Analysis of phagocytosis and chemotaxis

Aβ engulfment was assessed in microglia that were plated onto coverslips coated with poly‐D lysine (5 µg/mL; Merck Millipore Ltd, Southampton, UK). Cells were either isolated from WT and APP/PS1 mice, or from neonatal mice and microglia from neonates were incubated in ± IFNγ +Aβ for 24 h as described above. Cells were fixed in 4% PFA and washed in PBT (PBS+1% Triton X‐100) prior to staining.

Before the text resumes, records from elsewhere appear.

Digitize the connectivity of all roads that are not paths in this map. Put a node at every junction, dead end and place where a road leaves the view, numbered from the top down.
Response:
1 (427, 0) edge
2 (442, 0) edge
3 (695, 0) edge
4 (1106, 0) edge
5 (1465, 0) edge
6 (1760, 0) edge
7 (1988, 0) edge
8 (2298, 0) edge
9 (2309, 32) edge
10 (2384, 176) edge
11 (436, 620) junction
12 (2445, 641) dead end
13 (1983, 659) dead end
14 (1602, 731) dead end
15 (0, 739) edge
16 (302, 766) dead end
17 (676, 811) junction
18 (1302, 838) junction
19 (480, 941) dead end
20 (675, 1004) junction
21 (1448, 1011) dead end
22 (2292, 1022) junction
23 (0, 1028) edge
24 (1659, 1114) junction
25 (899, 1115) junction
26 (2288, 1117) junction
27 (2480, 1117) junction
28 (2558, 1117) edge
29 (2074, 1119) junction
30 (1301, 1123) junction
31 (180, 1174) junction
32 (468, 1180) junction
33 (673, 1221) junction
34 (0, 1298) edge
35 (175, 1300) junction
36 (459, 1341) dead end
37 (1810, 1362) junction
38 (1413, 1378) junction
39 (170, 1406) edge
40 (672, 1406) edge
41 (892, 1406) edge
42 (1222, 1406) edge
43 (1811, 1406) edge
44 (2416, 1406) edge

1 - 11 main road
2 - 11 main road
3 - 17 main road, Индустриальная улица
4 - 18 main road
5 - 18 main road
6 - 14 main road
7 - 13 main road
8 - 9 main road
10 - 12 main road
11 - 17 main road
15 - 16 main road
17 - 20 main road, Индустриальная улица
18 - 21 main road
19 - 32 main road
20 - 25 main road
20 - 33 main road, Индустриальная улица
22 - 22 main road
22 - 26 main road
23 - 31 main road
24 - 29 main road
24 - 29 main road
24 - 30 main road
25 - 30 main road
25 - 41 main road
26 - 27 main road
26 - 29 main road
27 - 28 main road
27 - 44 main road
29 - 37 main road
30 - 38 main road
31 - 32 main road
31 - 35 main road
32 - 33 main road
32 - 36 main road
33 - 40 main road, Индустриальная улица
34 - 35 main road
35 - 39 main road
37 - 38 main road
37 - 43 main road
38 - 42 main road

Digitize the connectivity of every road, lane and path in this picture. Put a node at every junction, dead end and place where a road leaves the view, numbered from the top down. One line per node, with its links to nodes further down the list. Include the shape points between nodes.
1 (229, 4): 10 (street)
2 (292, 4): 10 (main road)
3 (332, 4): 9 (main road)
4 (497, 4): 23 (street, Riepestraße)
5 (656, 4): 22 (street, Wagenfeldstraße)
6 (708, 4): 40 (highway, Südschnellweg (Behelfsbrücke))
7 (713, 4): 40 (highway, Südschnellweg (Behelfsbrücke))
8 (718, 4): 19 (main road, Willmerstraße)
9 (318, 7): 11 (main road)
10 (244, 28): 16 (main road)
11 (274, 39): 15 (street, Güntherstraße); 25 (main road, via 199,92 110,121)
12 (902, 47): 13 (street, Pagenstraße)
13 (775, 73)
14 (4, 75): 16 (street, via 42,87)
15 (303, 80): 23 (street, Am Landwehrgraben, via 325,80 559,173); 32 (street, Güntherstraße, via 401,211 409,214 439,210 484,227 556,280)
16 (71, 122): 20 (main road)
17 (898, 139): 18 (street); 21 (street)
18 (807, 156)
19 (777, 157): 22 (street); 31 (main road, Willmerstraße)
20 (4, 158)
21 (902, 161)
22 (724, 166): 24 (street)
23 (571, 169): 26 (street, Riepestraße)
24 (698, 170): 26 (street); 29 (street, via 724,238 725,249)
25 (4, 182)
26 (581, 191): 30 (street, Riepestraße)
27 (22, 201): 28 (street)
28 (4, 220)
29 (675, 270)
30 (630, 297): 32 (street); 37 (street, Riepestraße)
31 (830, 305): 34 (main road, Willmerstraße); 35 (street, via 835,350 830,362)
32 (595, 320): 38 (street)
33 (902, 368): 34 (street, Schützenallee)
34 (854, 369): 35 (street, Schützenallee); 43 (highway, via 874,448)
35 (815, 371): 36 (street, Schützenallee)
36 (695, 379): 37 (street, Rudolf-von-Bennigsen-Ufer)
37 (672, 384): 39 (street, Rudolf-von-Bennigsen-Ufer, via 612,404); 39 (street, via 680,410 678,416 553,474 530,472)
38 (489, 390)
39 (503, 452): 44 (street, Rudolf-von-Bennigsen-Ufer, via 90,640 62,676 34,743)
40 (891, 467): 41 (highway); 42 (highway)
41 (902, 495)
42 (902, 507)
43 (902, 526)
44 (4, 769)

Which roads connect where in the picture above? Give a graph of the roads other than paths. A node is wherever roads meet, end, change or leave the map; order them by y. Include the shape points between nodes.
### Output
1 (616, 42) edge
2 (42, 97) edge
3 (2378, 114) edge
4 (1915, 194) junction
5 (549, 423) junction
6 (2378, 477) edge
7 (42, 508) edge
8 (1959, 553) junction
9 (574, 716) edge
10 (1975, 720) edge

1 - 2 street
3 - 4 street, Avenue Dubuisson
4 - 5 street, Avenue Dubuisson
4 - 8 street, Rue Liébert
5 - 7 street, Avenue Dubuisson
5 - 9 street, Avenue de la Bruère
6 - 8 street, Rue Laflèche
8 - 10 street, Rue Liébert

Microglia were incubated first in PBT containing 3% BSA (1 h) to block non‐specific binding and then overnight at 4°C in the presence of rabbit anti‐Iba1 (1:1000; Wako, Tokyo, Japan) and mouse anti‐Aβ (1:500; Biolegend, San Diego, USA). Coverslips were washed and incubated (2 h, room temperature) with Alexa Fluor 546 donkey anti‐rabbit IgG (1:1000) and Alexa Fluor 488 donkey anti‐mouse IgG (1:1000), and mounted in ProLong Gold with the nuclear marker DAPI (Thermo Scientific, Miami, OK, USA). Images (8 fields/animal; 40X magnification) were acquired with a Zeiss AX10 Imager A1 microscope. Analysis of the images was undertaken with ImageJ software, the number of Aβ⁺ microglia was assessed and the % of Iba⁺ cells that engulfed Aβ was calculated.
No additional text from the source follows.